Force spectroscopy is used to investigate crude oil/brine/rock interactions at reservoir temperatures and pressures, up to 120 °C and 10 MPa, for the first time. A newly-developed, high pressure, high temperature atomic force microscope (HP/HT-AFM) is used in combination with newly-designed, crude-oil functionalized AFM probes compatible with these conditions. Our results show that both temperature and pressure have significant impact on adhesion forces, demonstrating the necessity of testing in this environment to obtain results that accurately reflect interactions at reservoir conditions.
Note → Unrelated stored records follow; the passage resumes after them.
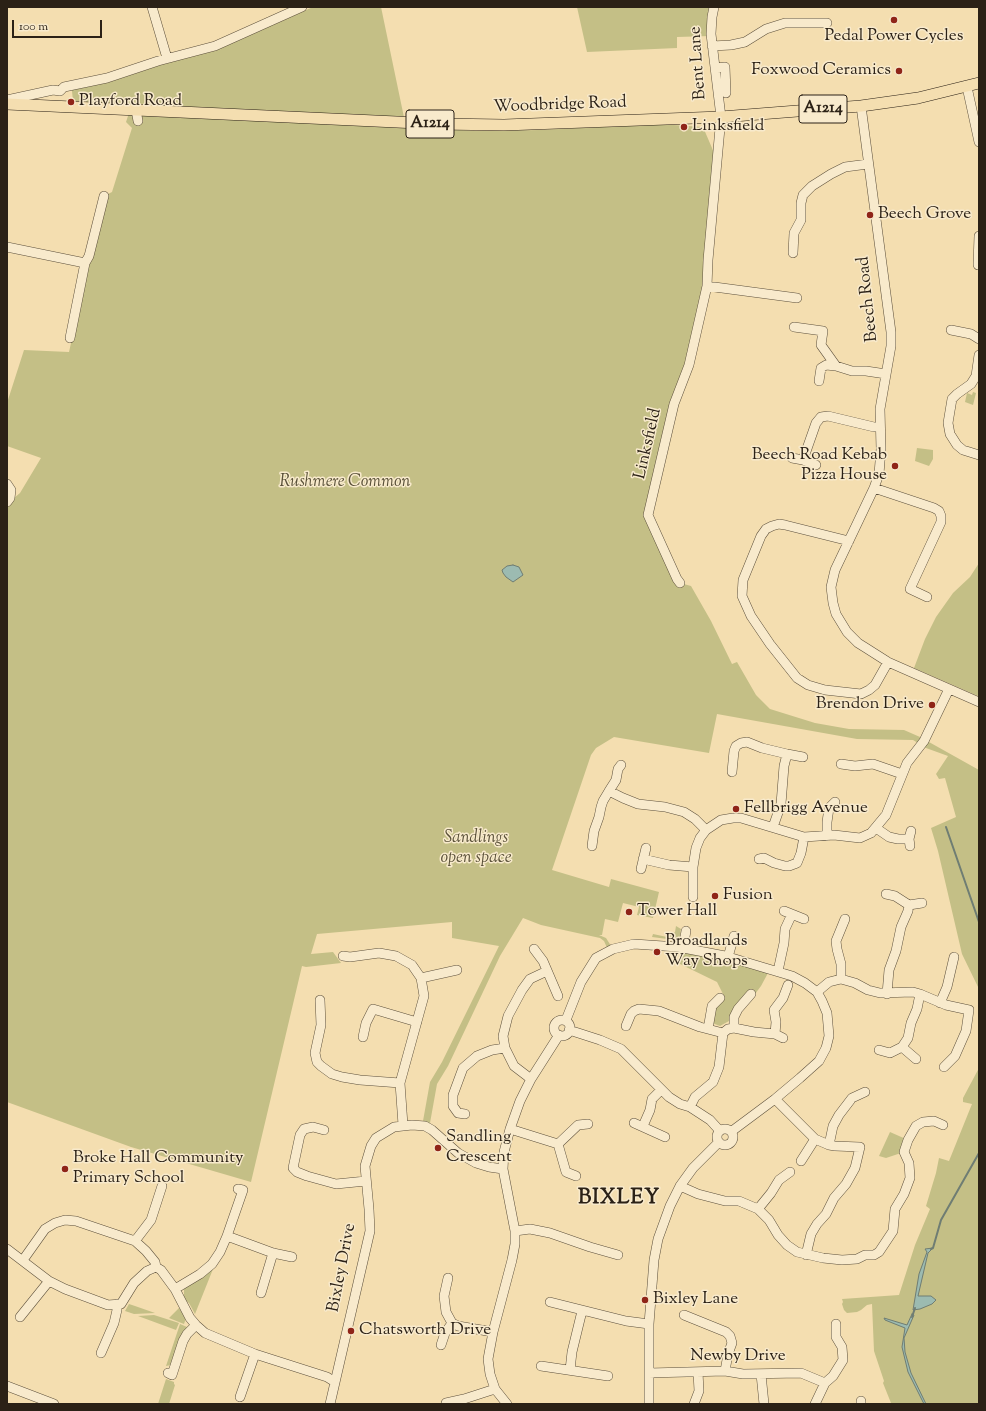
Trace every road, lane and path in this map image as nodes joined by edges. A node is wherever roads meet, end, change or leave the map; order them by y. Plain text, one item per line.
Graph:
1 (152, 7) edge
2 (302, 7) edge
3 (714, 7) edge
4 (827, 23) dead end
5 (712, 46) junction
6 (168, 58) junction
7 (715, 68) junction
8 (979, 83) edge
9 (966, 87) junction
10 (60, 91) junction
11 (726, 93) dead end
12 (7, 100) edge
13 (7, 104) edge
14 (861, 106) junction
15 (59, 107) junction
16 (138, 110) junction
17 (721, 117) junction
18 (138, 121) dead end
19 (979, 142) edge
20 (868, 164) junction
21 (104, 196) dead end
22 (979, 236) edge
23 (7, 247) edge
24 (793, 253) dead end
25 (85, 263) junction
26 (978, 265) dead end
27 (707, 286) junction
28 (797, 298) dead end
29 (794, 327) dead end
30 (951, 330) dead end
31 (70, 338) dead end
32 (979, 339) edge
33 (979, 355) edge
34 (836, 366) junction
35 (886, 374) junction
36 (819, 381) dead end
37 (880, 427) junction
38 (979, 455) edge
39 (792, 458) dead end
40 (803, 460) junction
41 (816, 464) dead end
42 (7, 484) edge
43 (874, 488) junction
44 (7, 502) edge
45 (849, 541) junction
46 (680, 583) dead end
47 (927, 598) dead end
48 (888, 662) junction
49 (949, 689) junction
50 (979, 702) edge
51 (786, 754) junction
52 (803, 757) dead end
53 (840, 764) dead end
54 (617, 770) dead end
55 (732, 773) dead end
56 (902, 774) junction
57 (609, 791) junction
58 (834, 802) dead end
59 (773, 827) junction
60 (876, 828) junction
61 (706, 830) junction
62 (827, 836) junction
63 (804, 837) junction
64 (910, 839) dead end
65 (592, 846) dead end
66 (646, 848) dead end
67 (766, 857) dead end
68 (643, 859) junction
69 (693, 867) junction
70 (640, 868) dead end
71 (884, 892) dead end
72 (693, 897) dead end
73 (922, 903) dead end
74 (909, 905) junction
75 (847, 917) dead end
76 (804, 919) dead end
77 (686, 930) dead end
78 (734, 936) dead end
79 (683, 948) junction
80 (534, 949) dead end
81 (344, 956) dead end
82 (728, 957) junction
83 (954, 957) dead end
84 (458, 970) dead end
85 (547, 971) junction
86 (778, 971) junction
87 (421, 978) junction
88 (841, 980) junction
89 (788, 985) dead end
90 (816, 992) junction
91 (751, 994) dead end
92 (886, 994) junction
93 (920, 994) junction
94 (558, 996) dead end
95 (720, 998) dead end
96 (320, 1000) dead end
97 (940, 1003) junction
98 (566, 1020) junction
99 (418, 1022) junction
100 (626, 1026) dead end
101 (734, 1028) junction
102 (708, 1029) junction
103 (569, 1030) junction
104 (723, 1033) junction
105 (560, 1035) junction
106 (363, 1037) dead end
107 (902, 1047) junction
108 (505, 1048) junction
109 (879, 1050) dead end
110 (916, 1059) dead end
111 (944, 1067) dead end
112 (531, 1079) junction
113 (400, 1083) junction
114 (661, 1090) junction
115 (865, 1092) dead end
116 (775, 1099) junction
117 (690, 1107) junction
118 (465, 1114) dead end
119 (588, 1124) dead end
120 (403, 1126) junction
121 (943, 1126) dead end
122 (510, 1129) junction
123 (324, 1130) dead end
124 (720, 1130) junction
125 (732, 1131) junction
126 (665, 1137) dead end
127 (815, 1138) junction
128 (719, 1142) junction
129 (558, 1144) junction
130 (829, 1145) junction
131 (801, 1161) dead end
132 (503, 1169) junction
133 (790, 1172) dead end
134 (576, 1176) dead end
135 (366, 1181) junction
136 (162, 1186) dead end
137 (680, 1186) junction
138 (238, 1189) dead end
139 (758, 1209) junction
140 (515, 1231) junction
141 (227, 1236) junction
142 (136, 1242) junction
143 (7, 1249) edge
144 (273, 1253) junction
145 (618, 1255) dead end
146 (806, 1255) junction
147 (292, 1257) dead end
148 (23, 1260) junction
149 (156, 1267) junction
150 (448, 1278) dead end
151 (49, 1281) junction
152 (176, 1289) junction
153 (261, 1293) dead end
154 (550, 1302) dead end
155 (116, 1304) junction
156 (582, 1311) junction
157 (684, 1315) dead end
158 (20, 1317) dead end
159 (452, 1323) junction
160 (649, 1324) junction
161 (836, 1324) dead end
162 (196, 1325) junction
163 (493, 1332) junction
164 (441, 1345) dead end
165 (101, 1353) dead end
166 (255, 1354) junction
167 (541, 1366) dead end
168 (570, 1370) junction
169 (726, 1371) junction
170 (698, 1372) junction
171 (168, 1373) dead end
172 (649, 1373) junction
173 (760, 1374) junction
174 (608, 1376) dead end
175 (335, 1382) junction
176 (825, 1383) junction
177 (7, 1386) edge
178 (495, 1389) junction
179 (240, 1397) dead end
180 (446, 1403) dead end
181 (54, 1404) edge
182 (330, 1404) edge
183 (507, 1404) edge
184 (649, 1404) edge
185 (694, 1404) edge
186 (764, 1404) edge
187 (815, 1404) edge

1 - 6 street
2 - 6 street
3 - 5 street, Bent Lane
4 - 5 street
5 - 7 street, Bent Lane
6 - 10 street
7 - 11 street
7 - 17 street, Bent Lane
8 - 9 main road, Woodbridge Road / A1214
9 - 14 main road, Woodbridge Road / A1214
9 - 19 street
10 - 12 street
10 - 15 street
13 - 15 main road, A1214
14 - 17 main road, Woodbridge Road / A1214
14 - 20 street, Beech Road
15 - 16 main road, A1214
16 - 17 main road, Woodbridge Road / A1214
16 - 18 street
17 - 27 street, Linksfield
20 - 24 street
20 - 35 street, Beech Road
21 - 25 street
22 - 26 street
23 - 25 street
25 - 31 street
27 - 28 street
27 - 46 street, Linksfield
29 - 34 street
30 - 32 street
33 - 38 street
34 - 35 street
34 - 36 street
35 - 37 street, Beech Road
37 - 40 street
37 - 43 street, Beech Road
39 - 40 street
40 - 41 street
42 - 44 street
43 - 45 street, Beech Road
43 - 47 street
45 - 48 street, Beech Road
45 - 48 street
48 - 49 street, Beech Road
49 - 50 street, Beech Road
49 - 56 street
51 - 52 street
51 - 55 street
51 - 59 street
53 - 56 street
54 - 57 street
56 - 60 street
57 - 61 street
57 - 65 street
58 - 62 street
59 - 61 street
59 - 63 street
60 - 62 street
60 - 64 street
61 - 69 street
62 - 63 street
63 - 67 street
66 - 68 street
68 - 69 street
68 - 70 street
69 - 72 street
71 - 74 street
73 - 74 street
74 - 92 street
75 - 88 street
76 - 86 street
77 - 79 street
78 - 82 street
79 - 82 street
79 - 98 street
80 - 85 street
81 - 87 street
82 - 86 street
83 - 97 street
84 - 87 street
85 - 94 street
85 - 108 street
86 - 90 street
87 - 99 street
88 - 90 street
88 - 92 street
89 - 101 street
90 - 116 street
91 - 101 street
92 - 93 street
93 - 97 street
93 - 107 street
95 - 102 street
96 - 113 street
97 - 111 street
98 - 103 street
98 - 105 street
99 - 106 street
99 - 113 street
100 - 102 street
101 - 104 street
102 - 104 street
103 - 105 street
103 - 114 street
104 - 117 street
105 - 112 street
107 - 109 street
107 - 110 street
108 - 112 street
108 - 118 street
112 - 122 street
113 - 120 street
114 - 117 street
114 - 126 street
115 - 130 street
116 - 125 street
116 - 127 street
117 - 124 street
119 - 129 street
120 - 132 street, Bixley Drive
120 - 135 street, Bixley Drive
121 - 146 street
122 - 129 street
122 - 132 street
123 - 135 street
124 - 125 street
124 - 128 street
125 - 128 street
127 - 130 street
127 - 131 street
128 - 137 street
129 - 134 street
130 - 146 street
132 - 140 street
133 - 139 street
135 - 175 street, Bixley Drive
136 - 142 street
137 - 139 street
137 - 160 street
138 - 141 street
139 - 146 street
140 - 145 street
140 - 163 street
141 - 144 street
141 - 152 street
142 - 148 street
142 - 149 street
143 - 148 street
144 - 147 street
144 - 153 street
148 - 151 street
149 - 152 street
149 - 155 street
150 - 159 street
151 - 155 street
151 - 158 street
152 - 162 street
154 - 156 street
155 - 165 street
156 - 160 street
156 - 168 street
157 - 169 street
159 - 163 street
159 - 164 street
160 - 172 street
161 - 176 street
162 - 166 street
162 - 171 street
163 - 178 street
166 - 175 street
166 - 179 street
167 - 168 street
168 - 174 street
169 - 170 street, Newby Drive
169 - 173 street, Newby Drive
170 - 172 street, Newby Drive
170 - 185 street
172 - 184 street
173 - 176 street, Newby Drive
173 - 186 street
175 - 182 street, Bixley Drive
176 - 187 street
177 - 181 street
178 - 180 street
178 - 183 street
The HP/HT-AFM design introduced here also allows changing many other variables such as brine composition, dissolved gases, injection fluid additives, the type of crude oil, as well as the type of mineral surface. Consequently, the system introduced here has the capability to investigate interfacial interactions at reservoir conditions with unprecedented specificity, providing the basis for the development of optimized and tailored oil recovery techniques.